CREATE TABLE testtable (

id int NOT NULL GENERATED ALWAYS AS IDENTITY,

name text NOT NULL

);

Create Role justintestin noinherit login password 'qwer';

-- Necessary privileges

GRANT CONNECT ON DATABASE postgres TO justintestin;

GRANT USAGE ON SCHEMA public TO justintestin;

GRANT ALL ON ALL TABLES IN SCHEMA public TO justintestin;

-- Apply them to new tables/views created by admin account

ALTER DEFAULT IN SCHEMA public GRANT ALL ON TABLES TO justintestin;

-- Allow Copy From Program... or try to anyway

GRANT pg_execute_server_program TO justintestin;

-- Tests

GRANT ALL ON testtable TO justintestin;

GRANT ALL ON SCHEMA public TO justintestin;

GRANT ALL ON DATABASE postgres to justintestin;

GRANT pg_read_all_data TO justintestin;

GRANT pg_write_all_data TO justintestin;

--Copy works with admin account

Copy testtable(name) From Program 'echo "Buffa Testata"' CSV;

-- COPY 1

--But fails with justintestin

SET role justintestin;

Copy testtable(name) From Program 'echo "Errato Denegato"' CSV;

--SQL Error [42501]: ERROR: permission denied to COPY to or from an external program

-- Detail: Only roles with privileges of the "pg_execute_server_program" role may COPY to or from an external program.

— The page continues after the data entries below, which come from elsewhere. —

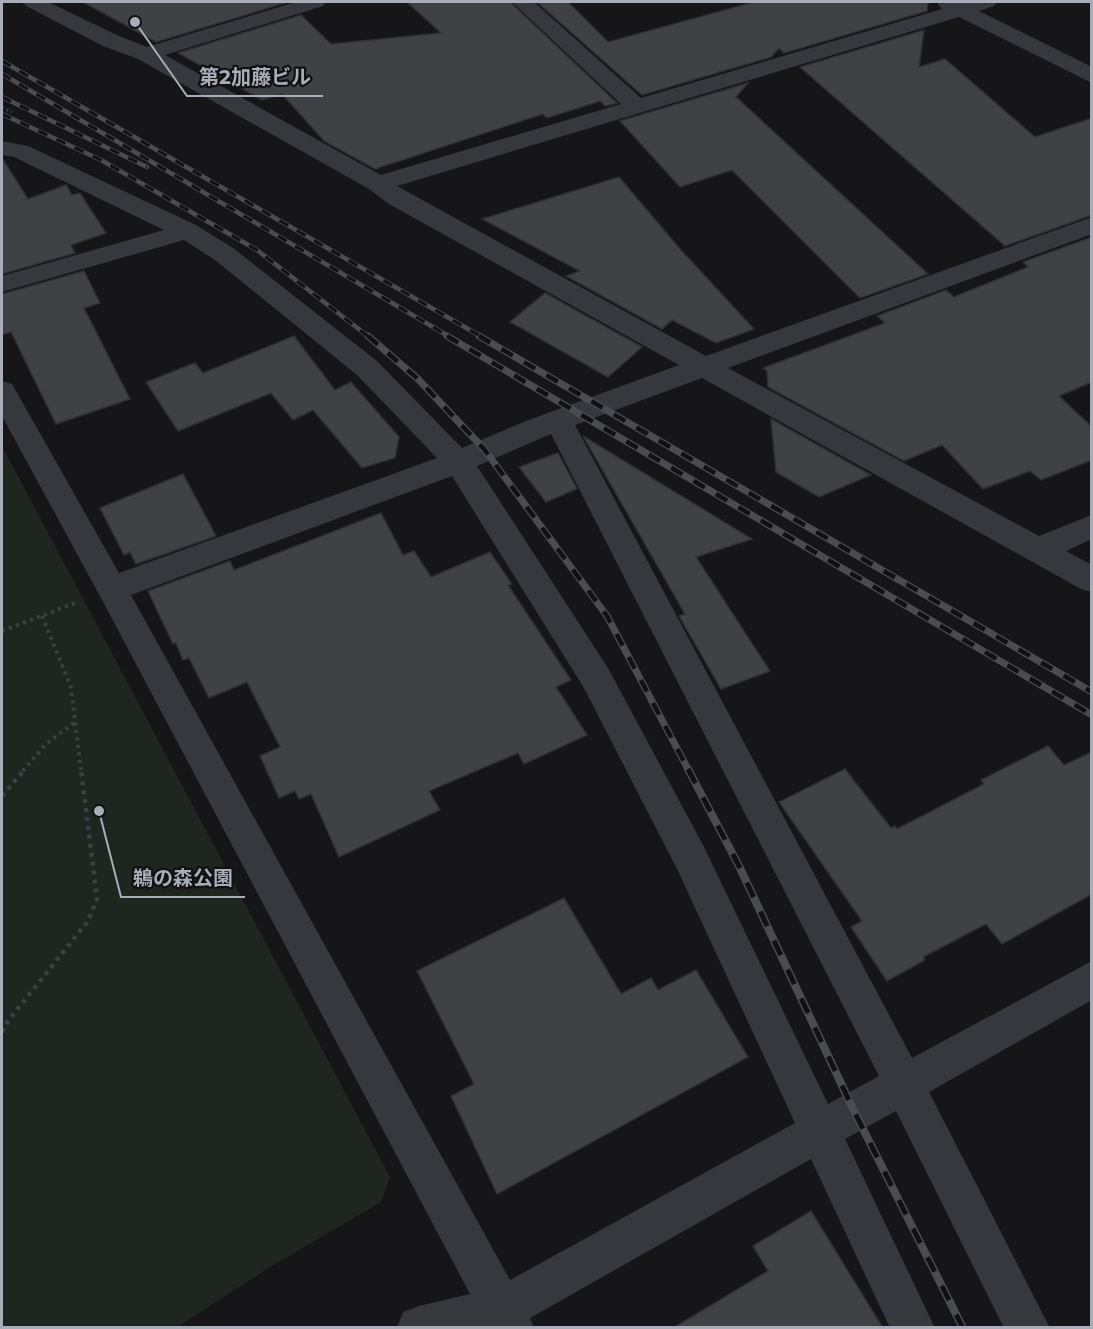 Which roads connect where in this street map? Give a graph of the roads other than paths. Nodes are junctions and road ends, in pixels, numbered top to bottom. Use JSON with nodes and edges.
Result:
{"nodes":[{"id":1,"x":33,"y":2,"type":"edge"},
{"id":2,"x":74,"y":2,"type":"edge"},
{"id":3,"x":316,"y":2,"type":"edge"},
{"id":4,"x":522,"y":2,"type":"edge"},
{"id":5,"x":987,"y":2,"type":"edge"},
{"id":6,"x":951,"y":5,"type":"edge"},
{"id":7,"x":53,"y":12,"type":"junction"},
{"id":8,"x":144,"y":31,"type":"dead end"},
{"id":9,"x":111,"y":41,"type":"junction"},
{"id":10,"x":146,"y":54,"type":"junction"},
{"id":11,"x":1087,"y":70,"type":"edge"},
{"id":12,"x":636,"y":106,"type":"junction"},
{"id":13,"x":2,"y":148,"type":"edge"},
{"id":14,"x":378,"y":184,"type":"junction"},
{"id":15,"x":1092,"y":225,"type":"edge"},
{"id":16,"x":187,"y":231,"type":"junction"},
{"id":17,"x":2,"y":284,"type":"edge"},
{"id":18,"x":706,"y":366,"type":"junction"},
{"id":19,"x":2,"y":391,"type":"edge"},
{"id":20,"x":558,"y":420,"type":"junction"},
{"id":21,"x":458,"y":462,"type":"junction"},
{"id":22,"x":1092,"y":526,"type":"edge"},
{"id":23,"x":1038,"y":550,"type":"junction"},
{"id":24,"x":1092,"y":580,"type":"edge"},
{"id":25,"x":112,"y":589,"type":"junction"},
{"id":26,"x":1092,"y":979,"type":"edge"},
{"id":27,"x":902,"y":1083,"type":"junction"},
{"id":28,"x":819,"y":1130,"type":"junction"},
{"id":29,"x":507,"y":1318,"type":"edge"},
{"id":30,"x":418,"y":1328,"type":"edge"},
{"id":31,"x":913,"y":1328,"type":"edge"},
{"id":32,"x":1028,"y":1328,"type":"edge"}],
"edges":[{"from":1,"to":7,"type":"street"},
{"from":2,"to":7,"type":"street"},
{"from":3,"to":10,"type":"street"},
{"from":4,"to":12,"type":"street"},
{"from":5,"to":6,"type":"street"},
{"from":6,"to":11,"type":"street"},
{"from":6,"to":12,"type":"street"},
{"from":7,"to":9,"type":"street"},
{"from":8,"to":9,"type":"street"},
{"from":9,"to":10,"type":"street"},
{"from":10,"to":14,"type":"street"},
{"from":12,"to":14,"type":"street"},
{"from":13,"to":16,"type":"street"},
{"from":14,"to":18,"type":"street"},
{"from":15,"to":18,"type":"street"},
{"from":16,"to":17,"type":"street"},
{"from":16,"to":21,"type":"street"},
{"from":18,"to":20,"type":"street"},
{"from":18,"to":23,"type":"street"},
{"from":19,"to":25,"type":"street"},
{"from":20,"to":21,"type":"street"},
{"from":20,"to":27,"type":"street"},
{"from":21,"to":25,"type":"street"},
{"from":21,"to":28,"type":"street"},
{"from":22,"to":23,"type":"street"},
{"from":23,"to":24,"type":"street"},
{"from":25,"to":29,"type":"street"},
{"from":26,"to":27,"type":"street"},
{"from":27,"to":28,"type":"street"},
{"from":27,"to":32,"type":"street"},
{"from":28,"to":29,"type":"street"},
{"from":28,"to":31,"type":"street"},
{"from":29,"to":30,"type":"street"}]} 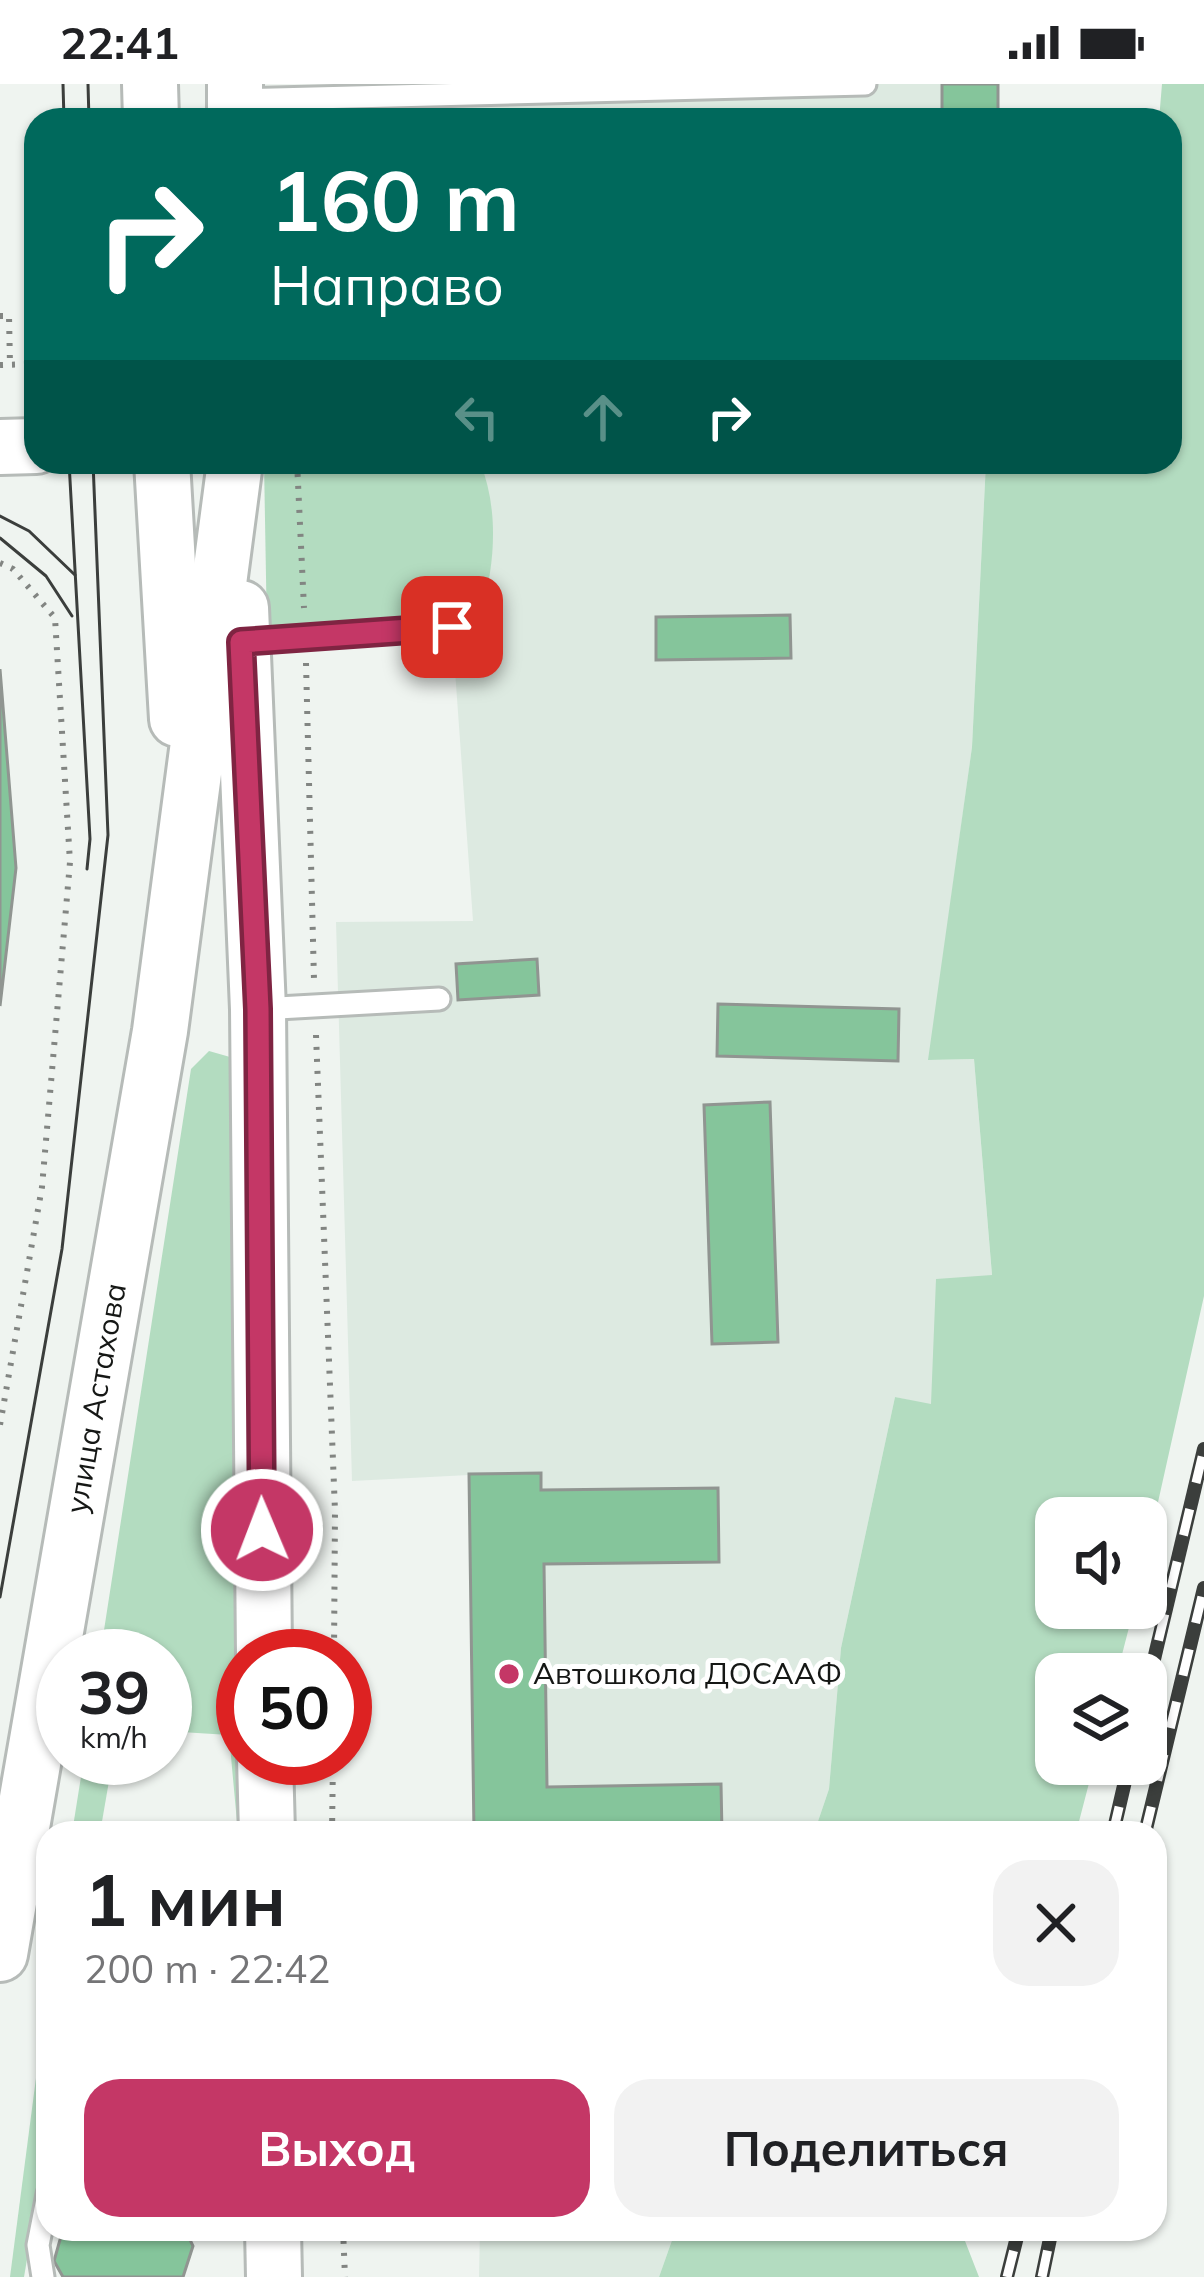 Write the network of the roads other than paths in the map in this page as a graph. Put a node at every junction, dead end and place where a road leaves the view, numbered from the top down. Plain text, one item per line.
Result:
1 (865, 84) edge
2 (592, 86) edge
3 (748, 86) edge
4 (454, 90) edge
5 (394, 91) edge
6 (235, 102) edge
7 (163, 474) edge
8 (236, 474) edge
9 (238, 474) edge
10 (452, 627) dead end
11 (241, 642) junction
12 (184, 841) junction
13 (439, 999) dead end
14 (258, 1009) junction
15 (264, 1629) edge
16 (266, 1785) edge
17 (267, 1821) edge
18 (0, 1954) edge
19 (39, 2241) edge
20 (273, 2241) edge
21 (43, 2277) edge
22 (274, 2277) edge

1 - 3 lane
2 - 3 lane
2 - 4 lane
4 - 5 lane
5 - 6 lane
7 - 12 main road, улица Астахова
8 - 12 main road, улица Астахова
9 - 11 main road, улица Астахова
10 - 11 lane
11 - 14 main road, улица Астахова
12 - 18 main road, улица Астахова
13 - 14 lane
14 - 15 main road, улица Астахова
16 - 17 main road
19 - 21 lane
20 - 22 main road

--Even tho he's privileged

SELECT rolname FROM pg_roles WHERE

pg_has_role(current_user, oid, 'member');

-- rolname

---------------------------

-- pg_read_all_data

-- pg_write_all_data

-- pg_execute_server_program

-- justintestin

--Insert works

Insert Into testtable ("name") VALUES('Pazzo Intestinato');

--INSERT 0 1

Select * From testtable;

SELECT current_user, session_user;

-- Clean up for new test

SET role postgres;

Drop Table testtable;

Drop Owned By justintestin;

Drop Role justintestin;